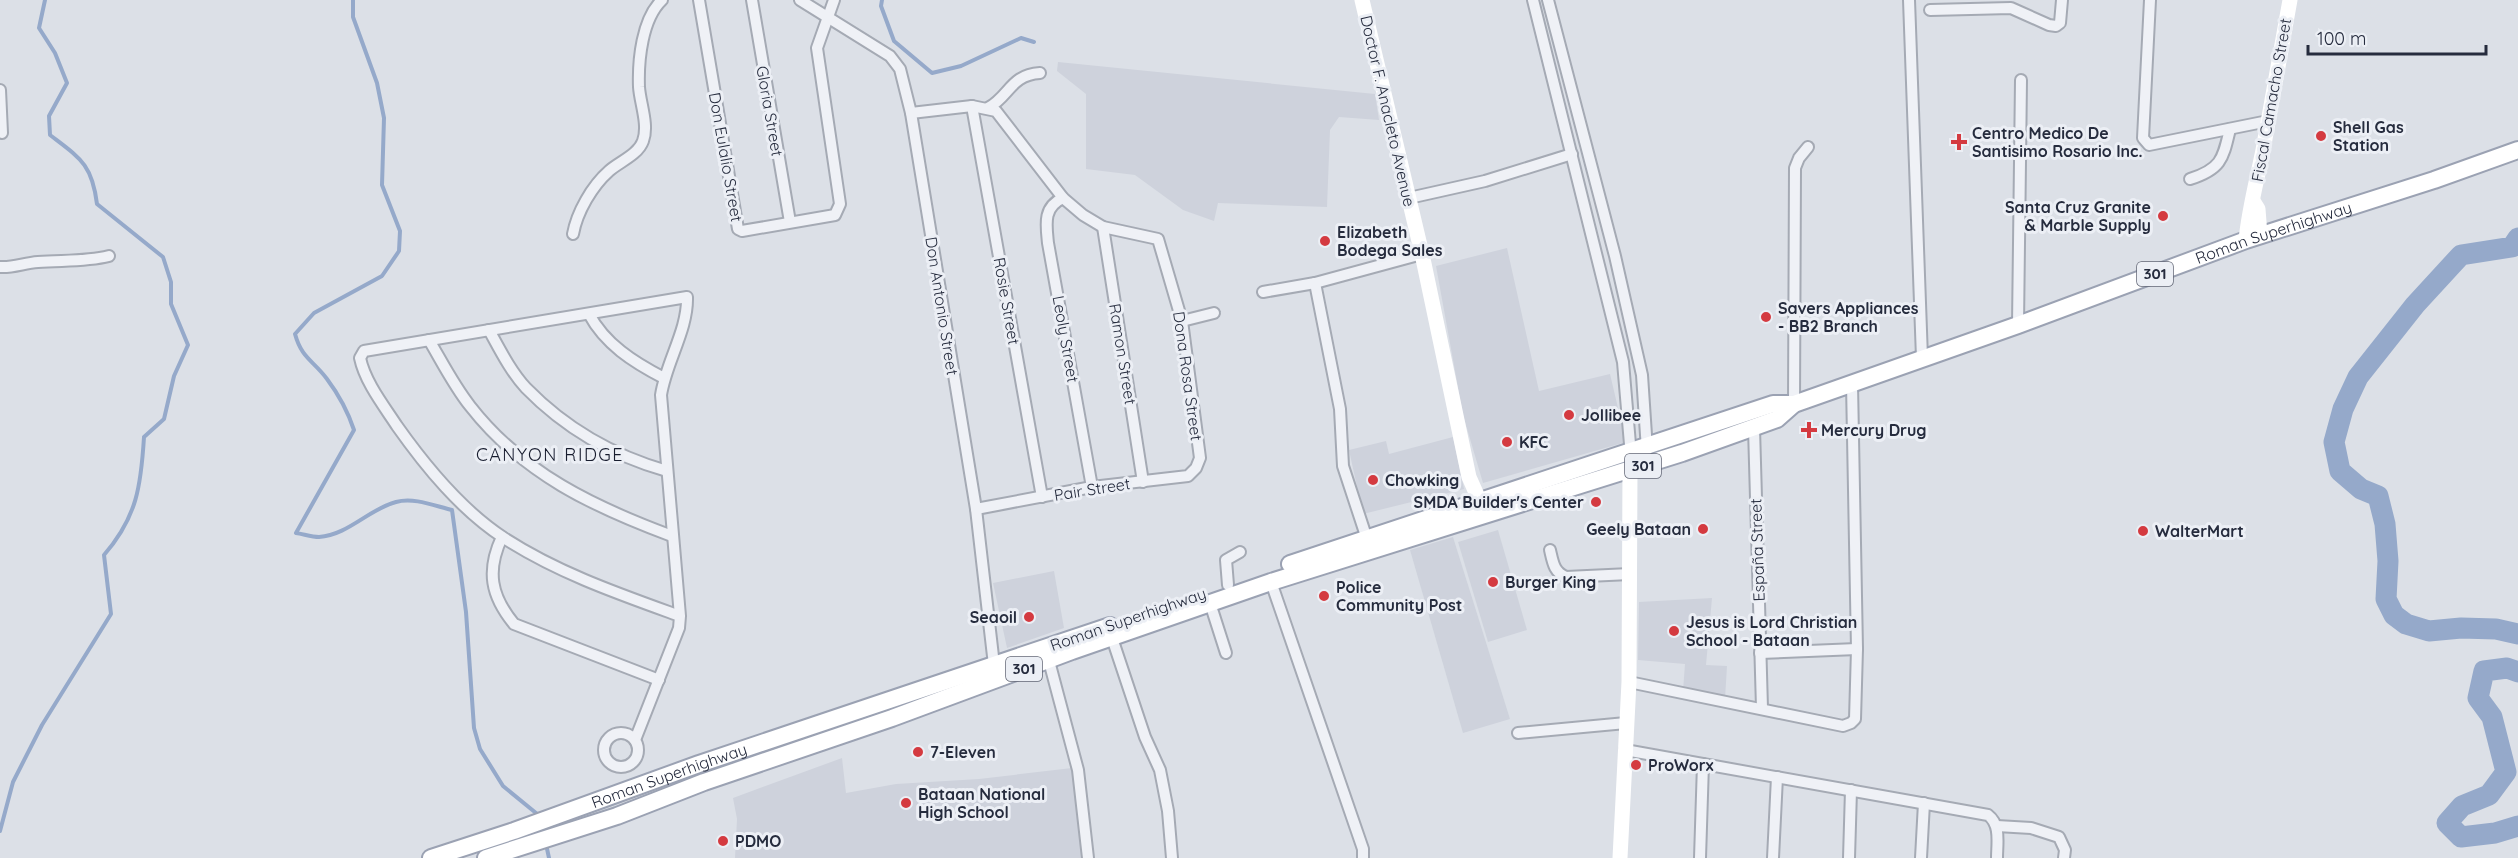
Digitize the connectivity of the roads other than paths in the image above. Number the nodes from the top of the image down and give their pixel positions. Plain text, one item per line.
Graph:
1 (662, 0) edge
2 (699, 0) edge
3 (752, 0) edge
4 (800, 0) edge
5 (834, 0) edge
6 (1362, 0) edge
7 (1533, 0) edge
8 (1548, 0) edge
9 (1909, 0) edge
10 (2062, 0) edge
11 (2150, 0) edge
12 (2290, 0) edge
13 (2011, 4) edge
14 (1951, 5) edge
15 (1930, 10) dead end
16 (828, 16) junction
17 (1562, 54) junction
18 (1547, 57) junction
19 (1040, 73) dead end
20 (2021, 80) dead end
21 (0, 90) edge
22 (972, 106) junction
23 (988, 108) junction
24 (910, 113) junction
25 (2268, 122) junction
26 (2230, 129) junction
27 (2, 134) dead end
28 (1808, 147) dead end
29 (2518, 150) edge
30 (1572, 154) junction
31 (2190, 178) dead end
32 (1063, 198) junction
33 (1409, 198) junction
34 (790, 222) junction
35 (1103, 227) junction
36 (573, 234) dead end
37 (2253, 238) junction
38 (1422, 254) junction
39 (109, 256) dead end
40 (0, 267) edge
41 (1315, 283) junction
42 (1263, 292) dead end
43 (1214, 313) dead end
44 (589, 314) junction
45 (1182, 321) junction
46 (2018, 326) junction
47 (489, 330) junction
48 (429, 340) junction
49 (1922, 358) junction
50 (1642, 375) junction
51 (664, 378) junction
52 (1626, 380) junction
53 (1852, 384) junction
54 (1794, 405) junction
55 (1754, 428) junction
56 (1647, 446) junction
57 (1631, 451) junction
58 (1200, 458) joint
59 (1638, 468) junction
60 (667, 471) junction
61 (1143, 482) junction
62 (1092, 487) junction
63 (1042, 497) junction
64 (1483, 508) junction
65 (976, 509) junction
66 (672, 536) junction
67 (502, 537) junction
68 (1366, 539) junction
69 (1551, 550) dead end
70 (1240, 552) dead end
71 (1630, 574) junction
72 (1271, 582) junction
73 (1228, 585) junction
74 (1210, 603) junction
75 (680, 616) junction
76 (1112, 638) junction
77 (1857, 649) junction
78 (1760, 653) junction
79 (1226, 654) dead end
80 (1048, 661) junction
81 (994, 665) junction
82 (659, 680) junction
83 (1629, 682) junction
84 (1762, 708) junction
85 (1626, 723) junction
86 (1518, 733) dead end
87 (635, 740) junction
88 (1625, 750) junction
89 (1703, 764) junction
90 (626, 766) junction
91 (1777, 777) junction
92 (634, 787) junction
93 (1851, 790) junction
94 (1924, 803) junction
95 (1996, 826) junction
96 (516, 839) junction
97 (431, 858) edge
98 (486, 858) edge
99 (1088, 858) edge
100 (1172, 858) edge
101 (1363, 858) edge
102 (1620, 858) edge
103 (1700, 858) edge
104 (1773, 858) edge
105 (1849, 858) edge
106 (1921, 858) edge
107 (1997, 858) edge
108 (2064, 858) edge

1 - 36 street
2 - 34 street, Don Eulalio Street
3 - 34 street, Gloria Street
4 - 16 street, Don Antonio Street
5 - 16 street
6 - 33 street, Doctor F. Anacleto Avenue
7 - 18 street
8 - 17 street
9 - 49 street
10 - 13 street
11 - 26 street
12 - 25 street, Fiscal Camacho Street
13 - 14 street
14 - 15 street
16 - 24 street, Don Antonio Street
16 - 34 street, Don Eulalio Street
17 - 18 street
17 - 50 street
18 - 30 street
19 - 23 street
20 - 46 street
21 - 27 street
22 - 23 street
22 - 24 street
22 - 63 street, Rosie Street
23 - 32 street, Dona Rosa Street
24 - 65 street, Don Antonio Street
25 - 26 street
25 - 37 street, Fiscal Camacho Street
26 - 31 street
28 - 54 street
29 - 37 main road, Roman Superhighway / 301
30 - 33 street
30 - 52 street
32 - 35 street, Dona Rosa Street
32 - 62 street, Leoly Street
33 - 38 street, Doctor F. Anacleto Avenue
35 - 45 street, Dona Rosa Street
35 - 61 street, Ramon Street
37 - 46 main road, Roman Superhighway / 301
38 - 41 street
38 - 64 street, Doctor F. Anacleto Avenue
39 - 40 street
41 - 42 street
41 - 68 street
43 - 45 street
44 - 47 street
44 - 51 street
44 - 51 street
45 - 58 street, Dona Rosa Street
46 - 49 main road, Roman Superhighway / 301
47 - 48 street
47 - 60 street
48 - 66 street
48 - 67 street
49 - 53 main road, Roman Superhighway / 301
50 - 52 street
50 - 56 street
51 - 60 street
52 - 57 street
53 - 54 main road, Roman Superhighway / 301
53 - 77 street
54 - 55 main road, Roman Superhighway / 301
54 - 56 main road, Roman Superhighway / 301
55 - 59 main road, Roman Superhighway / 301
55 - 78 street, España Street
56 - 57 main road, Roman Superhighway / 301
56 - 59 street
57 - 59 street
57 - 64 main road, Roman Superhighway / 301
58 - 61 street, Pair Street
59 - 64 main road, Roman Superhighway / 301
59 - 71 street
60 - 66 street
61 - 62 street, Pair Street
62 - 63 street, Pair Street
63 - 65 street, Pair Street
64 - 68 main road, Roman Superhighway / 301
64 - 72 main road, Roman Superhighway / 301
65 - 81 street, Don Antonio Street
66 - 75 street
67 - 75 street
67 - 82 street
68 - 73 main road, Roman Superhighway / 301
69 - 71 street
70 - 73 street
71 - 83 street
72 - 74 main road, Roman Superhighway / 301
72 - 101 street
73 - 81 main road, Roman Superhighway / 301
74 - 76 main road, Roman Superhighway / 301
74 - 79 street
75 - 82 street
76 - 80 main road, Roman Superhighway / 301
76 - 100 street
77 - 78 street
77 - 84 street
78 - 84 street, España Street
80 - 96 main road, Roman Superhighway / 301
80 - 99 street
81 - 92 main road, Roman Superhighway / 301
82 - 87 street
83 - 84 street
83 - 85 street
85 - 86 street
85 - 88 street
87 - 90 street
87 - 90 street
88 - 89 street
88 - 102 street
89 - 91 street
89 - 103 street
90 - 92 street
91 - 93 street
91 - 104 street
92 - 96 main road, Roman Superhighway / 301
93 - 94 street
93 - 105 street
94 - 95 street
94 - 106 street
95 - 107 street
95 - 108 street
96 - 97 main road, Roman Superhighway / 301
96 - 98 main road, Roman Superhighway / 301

* * *

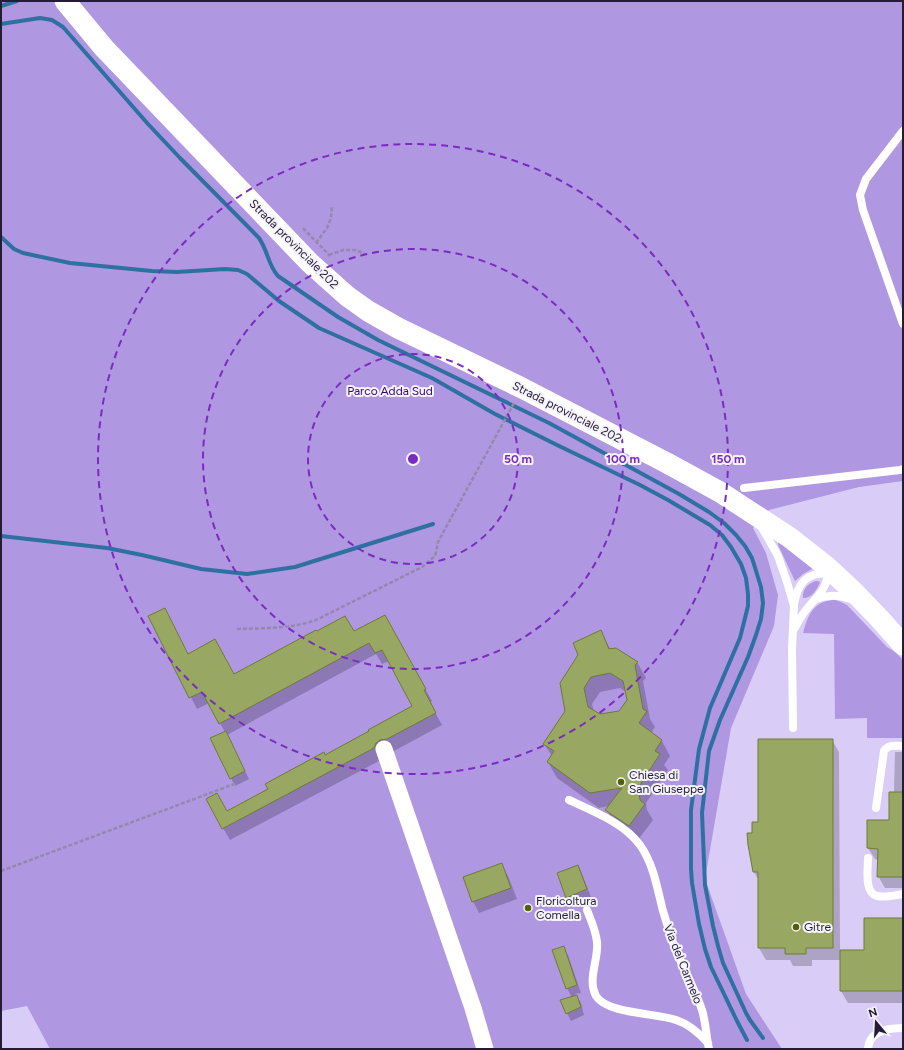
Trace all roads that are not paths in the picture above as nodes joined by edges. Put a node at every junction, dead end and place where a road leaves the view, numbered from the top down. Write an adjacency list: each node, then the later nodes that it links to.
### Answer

= HOW TO COMPLETE THIS TASK =
All lines of the records containing "above" should be shown.

= ANSWER SPACE =
Digitize the connectivity of the roads other than paths in the image above. Number the nodes from the top of the image down and give their pixel positions. Plain text, one item per line.
Trace all roads that are not paths in the picture above as nodes joined by edges. Put a node at every junction, dead end and place where a road leaves the view, numbered from the top down. Write an adjacency list: each node, then the later nodes that it links to.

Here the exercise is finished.